=== Section Start ===
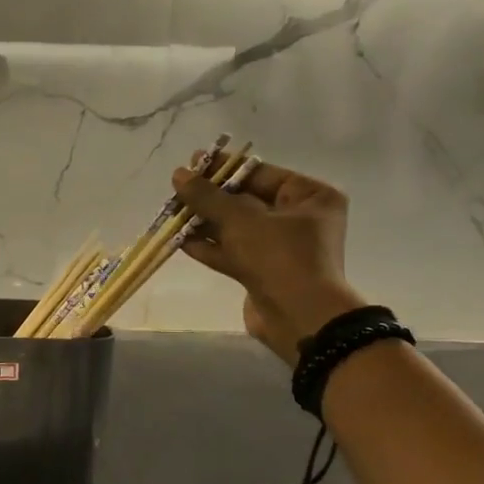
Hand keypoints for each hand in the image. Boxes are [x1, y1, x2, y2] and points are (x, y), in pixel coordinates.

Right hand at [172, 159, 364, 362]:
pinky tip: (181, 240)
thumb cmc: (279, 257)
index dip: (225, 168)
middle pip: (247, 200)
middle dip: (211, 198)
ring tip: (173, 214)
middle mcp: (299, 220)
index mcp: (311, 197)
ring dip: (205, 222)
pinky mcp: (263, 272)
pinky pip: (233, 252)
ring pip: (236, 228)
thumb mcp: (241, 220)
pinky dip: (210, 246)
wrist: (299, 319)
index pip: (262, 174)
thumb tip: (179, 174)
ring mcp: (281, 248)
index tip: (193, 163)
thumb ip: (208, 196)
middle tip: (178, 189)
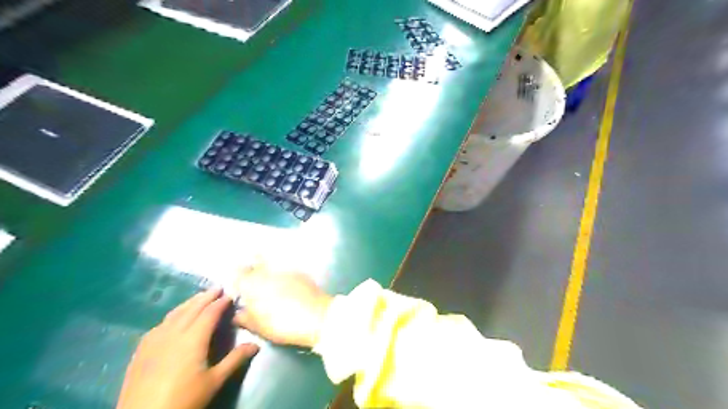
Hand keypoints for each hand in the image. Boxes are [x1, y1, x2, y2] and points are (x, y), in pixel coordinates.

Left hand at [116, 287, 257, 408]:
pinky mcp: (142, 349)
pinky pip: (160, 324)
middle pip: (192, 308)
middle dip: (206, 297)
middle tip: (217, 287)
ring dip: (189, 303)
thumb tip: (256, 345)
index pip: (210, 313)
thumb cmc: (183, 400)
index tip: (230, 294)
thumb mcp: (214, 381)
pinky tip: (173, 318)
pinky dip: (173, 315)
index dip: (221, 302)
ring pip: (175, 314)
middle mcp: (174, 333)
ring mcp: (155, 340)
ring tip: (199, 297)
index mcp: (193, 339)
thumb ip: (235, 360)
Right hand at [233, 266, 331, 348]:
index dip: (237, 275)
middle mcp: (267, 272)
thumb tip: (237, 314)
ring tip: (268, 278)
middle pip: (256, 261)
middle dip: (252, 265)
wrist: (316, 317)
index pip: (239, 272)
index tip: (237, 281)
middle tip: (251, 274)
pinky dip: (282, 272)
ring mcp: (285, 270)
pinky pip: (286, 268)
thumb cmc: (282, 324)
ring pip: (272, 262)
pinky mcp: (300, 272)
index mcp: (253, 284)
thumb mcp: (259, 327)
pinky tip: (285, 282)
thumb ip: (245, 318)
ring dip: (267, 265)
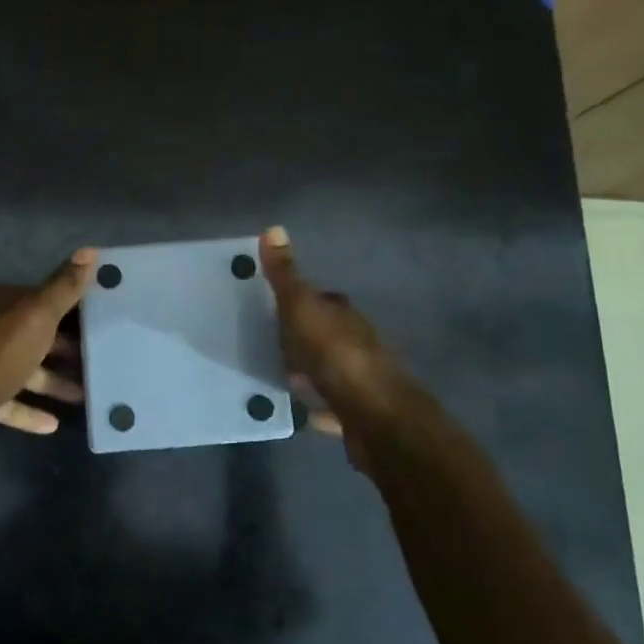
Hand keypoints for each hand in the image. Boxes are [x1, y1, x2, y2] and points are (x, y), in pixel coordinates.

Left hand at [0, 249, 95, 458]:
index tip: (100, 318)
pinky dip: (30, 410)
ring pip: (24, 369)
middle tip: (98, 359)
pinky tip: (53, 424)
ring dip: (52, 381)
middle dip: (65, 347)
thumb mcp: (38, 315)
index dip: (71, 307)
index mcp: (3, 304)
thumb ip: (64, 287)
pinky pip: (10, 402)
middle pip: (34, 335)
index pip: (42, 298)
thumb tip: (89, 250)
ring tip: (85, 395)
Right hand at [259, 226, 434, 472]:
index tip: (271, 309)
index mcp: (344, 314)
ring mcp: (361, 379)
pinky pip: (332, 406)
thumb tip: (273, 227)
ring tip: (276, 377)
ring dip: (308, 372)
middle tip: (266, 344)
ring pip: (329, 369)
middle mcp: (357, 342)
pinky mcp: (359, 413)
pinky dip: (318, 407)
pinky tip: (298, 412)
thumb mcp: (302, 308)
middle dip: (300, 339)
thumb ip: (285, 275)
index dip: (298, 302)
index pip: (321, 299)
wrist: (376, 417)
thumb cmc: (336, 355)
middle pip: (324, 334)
=== Section End ===
=== Section Start ===
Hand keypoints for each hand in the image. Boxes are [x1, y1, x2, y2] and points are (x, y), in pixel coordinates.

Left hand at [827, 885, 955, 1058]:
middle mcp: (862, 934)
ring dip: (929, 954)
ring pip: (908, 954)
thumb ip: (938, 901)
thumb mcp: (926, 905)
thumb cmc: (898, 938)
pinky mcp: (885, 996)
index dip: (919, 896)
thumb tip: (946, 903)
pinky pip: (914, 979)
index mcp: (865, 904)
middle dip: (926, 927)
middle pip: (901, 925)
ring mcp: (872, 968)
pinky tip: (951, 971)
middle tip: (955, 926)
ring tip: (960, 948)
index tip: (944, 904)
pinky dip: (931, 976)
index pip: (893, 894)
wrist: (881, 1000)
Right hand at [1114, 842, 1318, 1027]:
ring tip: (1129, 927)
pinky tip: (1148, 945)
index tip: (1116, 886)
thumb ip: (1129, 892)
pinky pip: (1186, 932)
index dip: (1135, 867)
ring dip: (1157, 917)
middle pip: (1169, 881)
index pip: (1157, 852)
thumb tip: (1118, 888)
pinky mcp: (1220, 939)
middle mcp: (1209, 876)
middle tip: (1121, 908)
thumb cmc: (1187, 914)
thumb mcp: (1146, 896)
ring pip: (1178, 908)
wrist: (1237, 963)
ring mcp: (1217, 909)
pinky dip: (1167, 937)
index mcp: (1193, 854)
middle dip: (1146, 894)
=== Section End ===
=== Section Start ===
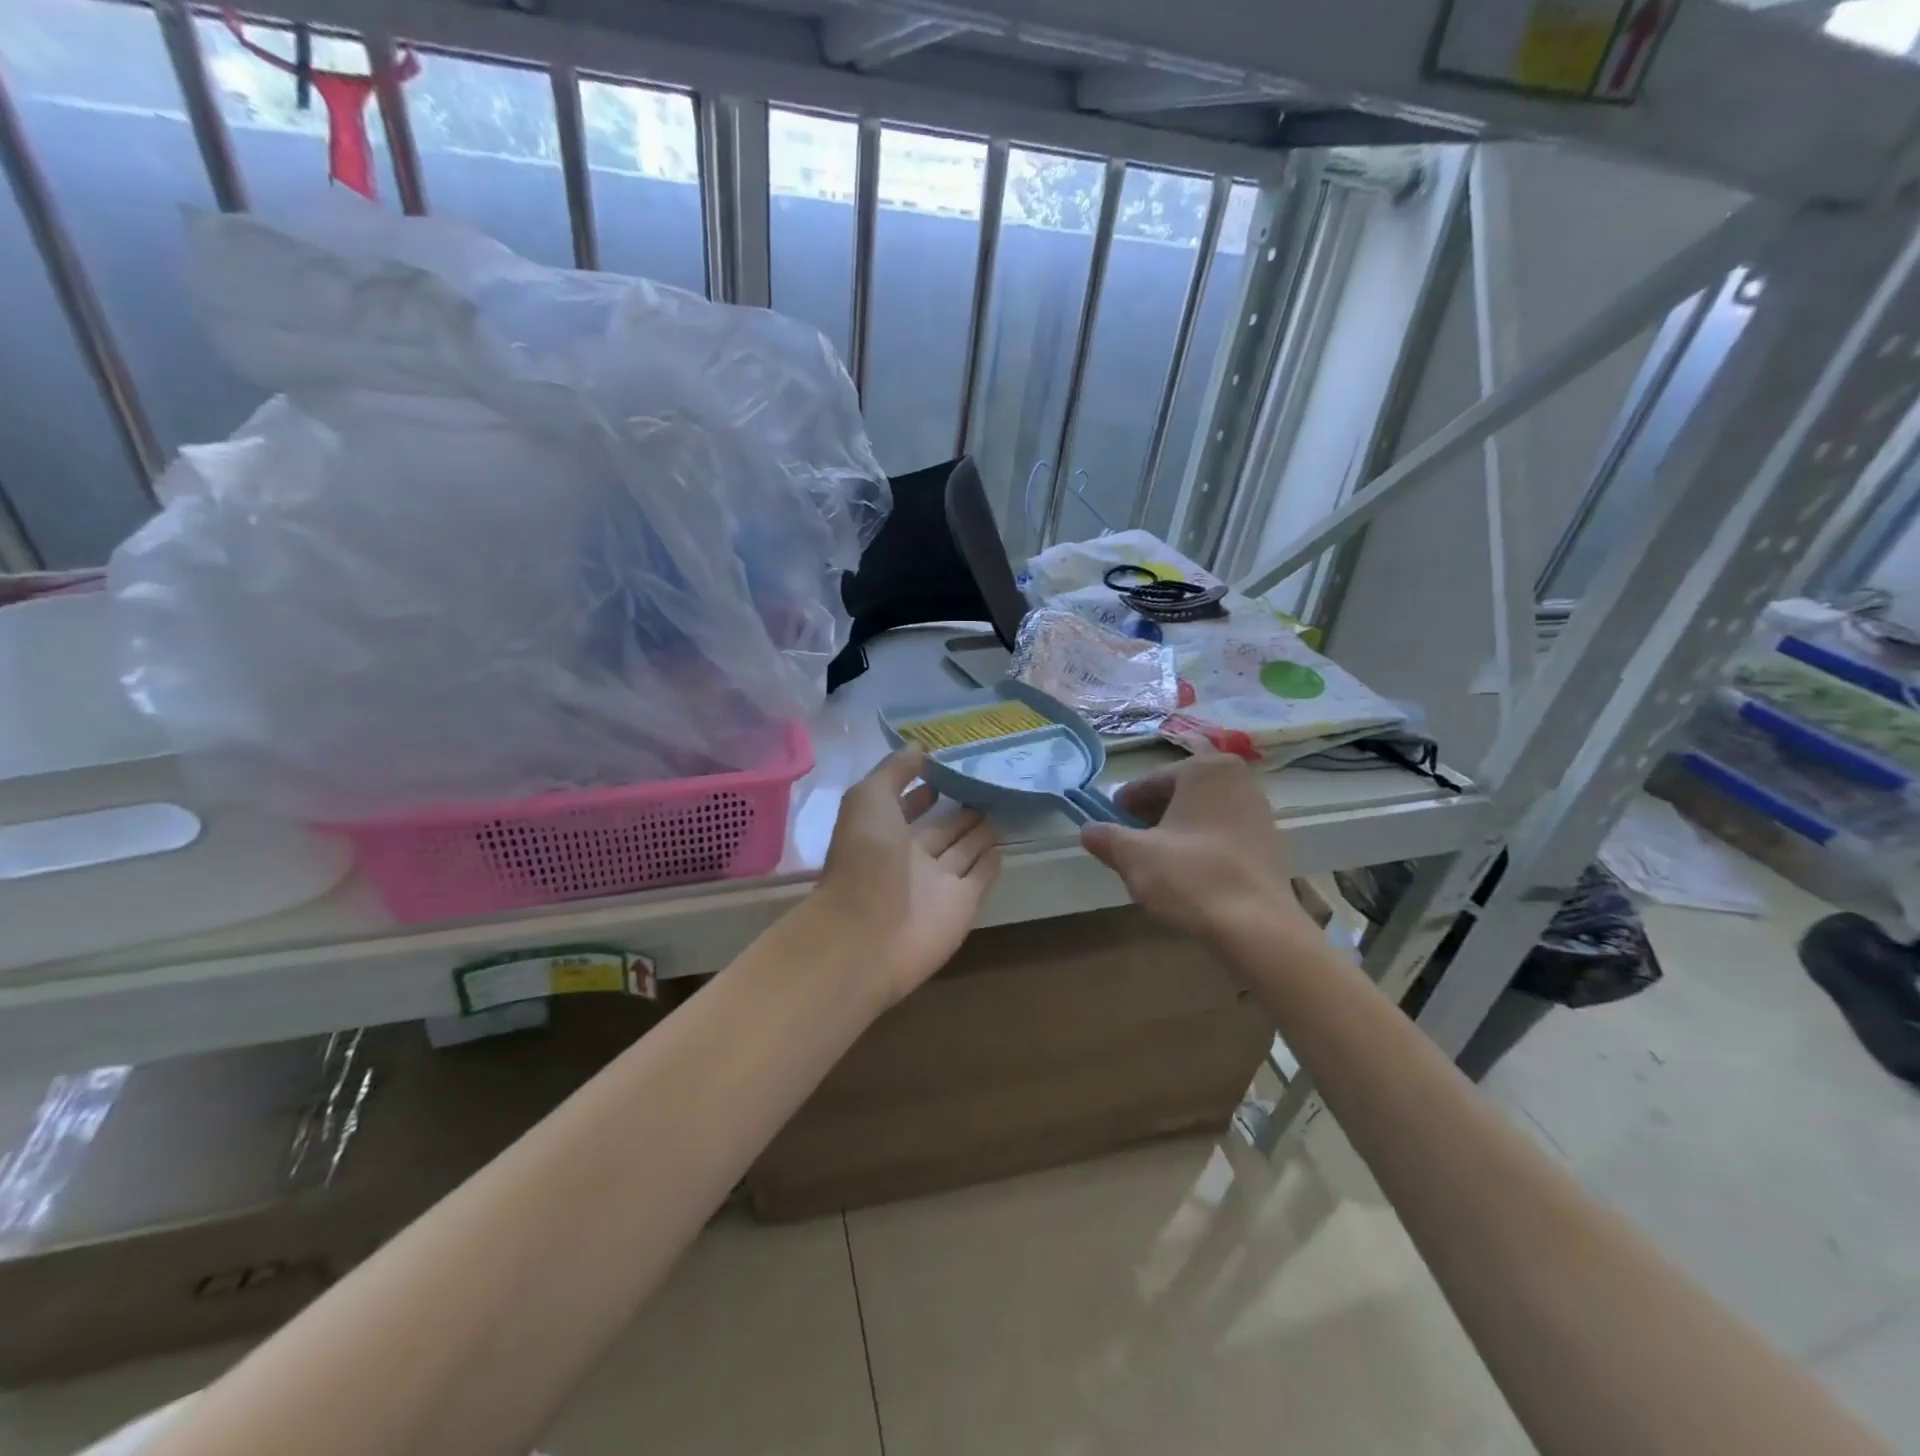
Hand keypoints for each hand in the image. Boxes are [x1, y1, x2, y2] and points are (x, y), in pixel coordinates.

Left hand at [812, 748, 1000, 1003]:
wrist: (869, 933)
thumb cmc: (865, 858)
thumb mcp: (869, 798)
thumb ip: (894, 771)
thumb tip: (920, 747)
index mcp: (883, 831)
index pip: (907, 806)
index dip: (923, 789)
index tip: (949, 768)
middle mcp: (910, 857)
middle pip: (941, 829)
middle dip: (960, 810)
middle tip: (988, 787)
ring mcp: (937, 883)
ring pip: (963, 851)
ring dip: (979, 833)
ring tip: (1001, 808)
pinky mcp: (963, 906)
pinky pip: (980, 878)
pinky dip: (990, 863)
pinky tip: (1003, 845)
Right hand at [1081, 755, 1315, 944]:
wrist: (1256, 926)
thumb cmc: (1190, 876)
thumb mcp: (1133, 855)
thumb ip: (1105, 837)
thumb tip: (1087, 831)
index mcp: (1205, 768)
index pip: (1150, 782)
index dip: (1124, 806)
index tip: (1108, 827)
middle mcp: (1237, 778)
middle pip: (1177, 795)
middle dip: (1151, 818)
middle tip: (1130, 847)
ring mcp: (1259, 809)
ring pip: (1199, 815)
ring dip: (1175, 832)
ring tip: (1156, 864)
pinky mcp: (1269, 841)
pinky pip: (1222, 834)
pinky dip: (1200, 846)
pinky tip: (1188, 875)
=== Section End ===
What to produce:
From the records above, copy exactly the lines starting at the one with "middle pip: (247, 200)" and ending at the one with "index tip: (237, 281)", and no others. Pictures stay out.

Finished task:
middle pip: (247, 200)
middle dip: (211, 198)
ring tip: (173, 214)
middle mcp: (299, 220)
index mcp: (311, 197)
ring dip: (205, 222)
pinky mcp: (263, 272)
pinky pip: (233, 252)
ring pip: (236, 228)
thumb mcp: (241, 220)
pinky dip: (210, 246)
wrist: (299, 319)
index pip: (262, 174)
thumb tip: (179, 174)
ring mcp: (281, 248)
index tip: (193, 163)
thumb ip: (208, 196)
middle tip: (178, 189)
Hand keypoints for each hand in the image. Boxes are [x1, y1, x2, y2] and points are (x, y), in pixel coordinates.

Left hand at [116, 287, 257, 408]:
pinky mcp: (142, 349)
pinky pip: (160, 324)
middle pip: (192, 308)
middle dip: (206, 297)
middle tip: (217, 287)
ring dip: (189, 303)
thumb tip: (256, 345)
index pip: (210, 313)
thumb cmc: (183, 400)
index tip: (230, 294)
thumb mcp: (214, 381)
pinky tip: (173, 318)
pinky dip: (173, 315)
index dip: (221, 302)
ring pip: (175, 314)
middle mcp: (174, 333)
ring mcp: (155, 340)
ring tip: (199, 297)
index mcp: (193, 339)
thumb ip: (235, 360)
Right hand at [233, 266, 331, 348]:
index dip: (237, 275)
middle mcp: (267, 272)
thumb tip: (237, 314)
ring tip: (268, 278)
middle pip: (256, 261)
middle dip: (252, 265)
wrist: (316, 317)
index pip: (239, 272)
index tip: (237, 281)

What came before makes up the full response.